On January 1st, 2007 a man prayed with people from Calgary’s Street Church to accept Christ. He asked to be baptized immediately in the Bow River. Baptisms in the Bow are a fairly common occurrence for the ministry that preaches to the homeless in the downtown park.
The spot they use is in knee-high shallow water close to the bank of the river. They were in and out of the water in less than a minute. No one was at risk but someone called to complain. Moments later the group was swarmed by the city’s aquatic rescue unit complete with power boat and suited divers, firefighters, a police cruiser with two officers and an ambulance with fully staffed paramedics.
This may seem like a random encounter, but not for the leaders of the Street Church. They’ve been running headfirst into challenges with police and by-law officials since they started their ministry four years ago.
Street Church is presently facing a court battle with the city over the revoking of the group’s 2007 permit to continue holding its outdoor services in Triangle Park across from the Calgary Drop-In Centre by the Bow River.
"On February 5th, a judge will decide if this is a violation of our civil rights," said Art Pawlowski, pastor of the church.
When the group started preaching with the assistance of a PA system that’s when the ongoing trouble began.
"We’re feeding thousands of people a month," Pawlowski noted. "We supply clothes and other things. We work with different churches and housing projects. We take people from the streets to those housing projects. So far we’ve helped hundreds get off the street. Now it seems like there is a witch hunt against us."
Two homosexuals came to the Street Church leaders and told them they didn’t like them and promised to make life difficult for the church.
"They said they were going to phone the officials every time they saw us from their apartment on the other side of the river," Pawlowski said.
"They said to me, ‘we will drive the officials crazy until they kick you out.’
Since that moment, almost every time we are there we have by-law officers, police or detectives recording our messages and taking our pictures."
"This is not only a fight for the Gospel, which is our primary focus, this is a fight for democracy in this country as well," the street preacher observed. "If they will take away your freedom of speech, your freedom of religion and freedom of assembly there goes your democracy. You’re living under a dictatorship; under a regime; under a police government."
Lawyer Gerald Chipeur told the Calgary Herald that the decision by the city goes to the very heart of the church’s ability to communicate. "This is outrageous. It’s an abuse of power by the city," he said.

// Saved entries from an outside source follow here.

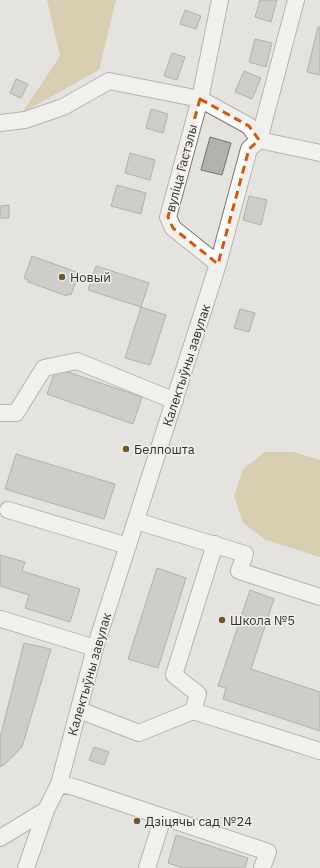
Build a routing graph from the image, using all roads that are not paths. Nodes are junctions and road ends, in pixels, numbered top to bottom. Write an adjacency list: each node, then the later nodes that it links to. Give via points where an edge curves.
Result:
1 (220, 0): 3 (street, вуліца Гастэлы)
2 (296, 0): 5 (street, Калектыўны завулак)
3 (200, 98): 4 (street, via 109,81 63,107 25,120); 5 (street, via 249,126); 7 (street, вуліца Гастэлы, via 168,217 173,228)
4 (0, 123)
5 (259, 140): 6 (street); 7 (street, Калектыўны завулак, via 249,149)
6 (320, 153)
7 (218, 264): 8 (street, Калектыўны завулак)
8 (175, 401): 9 (street, via 77,361 44,368 16,413); 11 (street, Калектыўны завулак)
9 (0, 413)
10 (8, 510): 13 (street)
11 (136, 521): 12 (street); 13 (street, Калектыўны завулак)
12 (215, 544): 14 (street, via 245,554 239,571); 18 (street, via 174,674 198,694)
13 (128, 546): 16 (street, Калектыўны завулак)
14 (320, 597)
15 (1, 619): 16 (street)
16 (95, 648): 17 (street, Калектыўны завулак)
17 (78, 710): 18 (street, via 139,732); 20 (street, Калектыўны завулак)
18 (193, 711): 19 (street)
19 (320, 750)
20 (59, 784): 21 (street, Калектыўны завулак); 22 (street)
21 (46, 810): 23 (street); 24 (street, Калектыўны завулак)
22 (163, 817): 25 (street); 26 (street, via 268,852)
23 (0, 838)
24 (26, 868)
25 (147, 868)
26 (262, 868)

Chipeur has participated as an advocate in some of the Supreme Court of Canada’s most important constitutional and human rights appeals including lending his support to Rev. Stephen Boissoin during his hearing before the Alberta Human Rights Commission for publicly sharing his views on the gay agenda.
Chipeur’s firm is representing the Street Church ministry.
Pawlowski has also made an appearance in court after being arrested for reading his Bible out loud in a park near a New Age festival last year. That case is still awaiting trial.
This street preacher isn’t afraid of the confrontation he’s been encountering.
He’s not looking for it, but he’s not backing down from it either. He has a firm belief that he is called to preach the Good News about Jesus Christ and has a civil right to do so.
His style of ministry has already ruffled a bunch of feathers in Calgary but he’s not about to go away.